Gandhi also portrays the man as a calculating politician, capable of maneuvering to achieve his desired goals. Beginning in South Africa and by way of representing dominant merchant interests as a lawyer, Gandhi became the spokesman of the Indian community. He founded his first model community at Phoenix, which was to strictly follow his beliefs, which continued to evolve. It was there that he formulated the infamous concept of satyagraha, after having asked the readers of Indian Opinion to help to translate ‘passive resistance’ from Gujarati. For him, satyagraha came to mean ‘soul-force,’ or the pursuit of God by way of “holding on to the truth,” which mandated disinterested activity. From the beginning, it was to be a religious activity, which as Tidrick shows had its origins in Gandhi’s early forays into Christianized Hinduism.

It was also in South Africa that Gandhi wrote Hind Swaraj, which railed against Western Civilization and its appurtenances and stated that the key to the Indian resistance to British rule lay in their spiritual development by way of simple technology, rural social organization and actions which were done for their own sake, and not for their outcome. For Gandhi, Indian independence was a religious duty not only to Indians but to all of mankind. Funnily enough, as Tidrick shows, Gandhi’s references were all western, but two.

Gandhi’s return to India allowed him to further develop and implement his beliefs and gain a much wider following. His actions speak to the fact that he viewed himself as an avatar, denigrating other people’s attempts at satyagraha. He judged everyone by his moral standards, going so far as to condemn those who were killed at Jalianwala Bagh massacre for having scattered in panic amidst a hail of bullets, rather than go calmly into their deaths. He was authoritarian in his proselytizing of his beliefs and imposed them on the Congress, and left it when his demands were not met. This shows a highly calculating politician, more so than a saint, a man whose religious pursuit took a nationalist garb by way of his associates who often did not understand his idiosyncrasies.

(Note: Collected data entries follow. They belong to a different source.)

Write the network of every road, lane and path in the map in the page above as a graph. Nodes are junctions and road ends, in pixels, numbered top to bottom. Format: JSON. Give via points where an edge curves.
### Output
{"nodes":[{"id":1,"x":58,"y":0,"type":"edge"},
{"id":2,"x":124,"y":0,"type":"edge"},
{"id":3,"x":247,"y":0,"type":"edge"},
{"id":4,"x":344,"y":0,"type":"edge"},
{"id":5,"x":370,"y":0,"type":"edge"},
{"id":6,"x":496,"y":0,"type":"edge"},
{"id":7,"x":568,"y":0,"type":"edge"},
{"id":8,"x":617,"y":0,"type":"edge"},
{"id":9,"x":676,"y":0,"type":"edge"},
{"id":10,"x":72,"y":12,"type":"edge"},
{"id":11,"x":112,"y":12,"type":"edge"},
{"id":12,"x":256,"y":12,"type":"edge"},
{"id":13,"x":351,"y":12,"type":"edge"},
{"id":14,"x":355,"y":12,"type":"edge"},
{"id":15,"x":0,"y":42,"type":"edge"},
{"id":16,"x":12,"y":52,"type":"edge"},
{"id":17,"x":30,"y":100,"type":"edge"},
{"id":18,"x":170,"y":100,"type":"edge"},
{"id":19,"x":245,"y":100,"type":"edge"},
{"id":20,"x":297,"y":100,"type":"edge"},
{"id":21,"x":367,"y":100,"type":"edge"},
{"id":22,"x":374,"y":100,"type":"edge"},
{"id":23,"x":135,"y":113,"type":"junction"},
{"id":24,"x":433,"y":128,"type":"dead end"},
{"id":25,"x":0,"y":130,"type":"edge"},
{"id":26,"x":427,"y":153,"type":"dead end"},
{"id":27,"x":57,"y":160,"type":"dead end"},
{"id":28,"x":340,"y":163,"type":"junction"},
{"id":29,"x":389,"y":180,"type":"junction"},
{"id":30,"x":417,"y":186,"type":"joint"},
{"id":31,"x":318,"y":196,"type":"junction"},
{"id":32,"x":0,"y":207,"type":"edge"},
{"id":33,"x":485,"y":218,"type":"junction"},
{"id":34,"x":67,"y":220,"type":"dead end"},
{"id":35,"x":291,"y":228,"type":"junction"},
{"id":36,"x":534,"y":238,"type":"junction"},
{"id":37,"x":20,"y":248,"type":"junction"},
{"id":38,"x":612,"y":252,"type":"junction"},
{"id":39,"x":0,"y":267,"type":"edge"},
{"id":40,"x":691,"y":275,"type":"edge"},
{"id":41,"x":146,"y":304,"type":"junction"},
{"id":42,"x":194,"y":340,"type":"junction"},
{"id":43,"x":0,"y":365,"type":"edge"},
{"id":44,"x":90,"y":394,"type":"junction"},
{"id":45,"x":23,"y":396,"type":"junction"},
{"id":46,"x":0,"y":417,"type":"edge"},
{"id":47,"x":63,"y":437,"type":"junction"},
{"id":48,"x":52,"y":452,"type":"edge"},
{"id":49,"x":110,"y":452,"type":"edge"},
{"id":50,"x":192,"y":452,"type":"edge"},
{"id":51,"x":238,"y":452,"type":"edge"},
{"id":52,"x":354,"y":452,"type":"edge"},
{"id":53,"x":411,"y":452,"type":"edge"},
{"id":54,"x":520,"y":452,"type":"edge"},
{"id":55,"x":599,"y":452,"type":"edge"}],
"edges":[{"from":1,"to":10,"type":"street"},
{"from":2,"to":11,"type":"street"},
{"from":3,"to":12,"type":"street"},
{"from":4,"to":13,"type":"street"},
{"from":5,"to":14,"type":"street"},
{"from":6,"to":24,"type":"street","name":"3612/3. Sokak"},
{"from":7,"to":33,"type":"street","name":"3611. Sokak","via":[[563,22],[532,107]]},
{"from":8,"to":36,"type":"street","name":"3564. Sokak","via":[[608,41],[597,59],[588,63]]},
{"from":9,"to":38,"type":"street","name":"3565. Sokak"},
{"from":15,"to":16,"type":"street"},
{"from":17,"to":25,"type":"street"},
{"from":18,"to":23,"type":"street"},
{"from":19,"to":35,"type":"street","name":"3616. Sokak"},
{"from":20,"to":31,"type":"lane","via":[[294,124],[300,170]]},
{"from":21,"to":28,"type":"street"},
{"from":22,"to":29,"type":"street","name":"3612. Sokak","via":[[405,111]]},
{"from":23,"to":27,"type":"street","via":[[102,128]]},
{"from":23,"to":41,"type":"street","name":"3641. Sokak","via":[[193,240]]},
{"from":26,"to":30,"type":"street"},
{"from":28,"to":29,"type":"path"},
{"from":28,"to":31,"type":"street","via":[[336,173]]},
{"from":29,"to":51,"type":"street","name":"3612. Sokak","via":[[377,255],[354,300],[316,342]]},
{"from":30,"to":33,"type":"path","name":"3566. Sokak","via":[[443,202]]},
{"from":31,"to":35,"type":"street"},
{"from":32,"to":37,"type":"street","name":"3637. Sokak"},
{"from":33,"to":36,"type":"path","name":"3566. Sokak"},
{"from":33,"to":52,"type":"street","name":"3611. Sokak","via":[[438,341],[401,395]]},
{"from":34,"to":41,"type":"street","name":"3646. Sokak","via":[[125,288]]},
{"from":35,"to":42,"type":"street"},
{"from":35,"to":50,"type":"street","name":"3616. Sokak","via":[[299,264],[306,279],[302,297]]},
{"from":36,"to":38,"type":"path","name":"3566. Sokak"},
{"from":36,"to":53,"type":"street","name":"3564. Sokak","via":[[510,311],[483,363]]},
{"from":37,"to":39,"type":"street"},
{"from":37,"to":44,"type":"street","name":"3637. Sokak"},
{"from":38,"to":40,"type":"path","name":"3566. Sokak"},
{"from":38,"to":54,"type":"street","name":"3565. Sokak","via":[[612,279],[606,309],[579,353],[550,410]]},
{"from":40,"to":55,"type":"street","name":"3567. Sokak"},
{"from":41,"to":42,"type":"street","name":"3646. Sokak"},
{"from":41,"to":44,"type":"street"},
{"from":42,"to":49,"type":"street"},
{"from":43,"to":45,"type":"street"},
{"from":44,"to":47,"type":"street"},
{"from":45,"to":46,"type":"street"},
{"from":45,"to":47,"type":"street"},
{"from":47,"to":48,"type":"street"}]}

Kathryn Tidrick shows how Gandhi’s political mission was, in fact, a religious one. She locates concepts attributed to Gandhi, such as satyagraha, karma, reincarnation, ascetic self-purification and perfection, and fusion of the spirit with the Divine, in his early encounter with obscure Christianity. Hers is a masterful book that deconstructs sainthood and bares it in its full obscurity.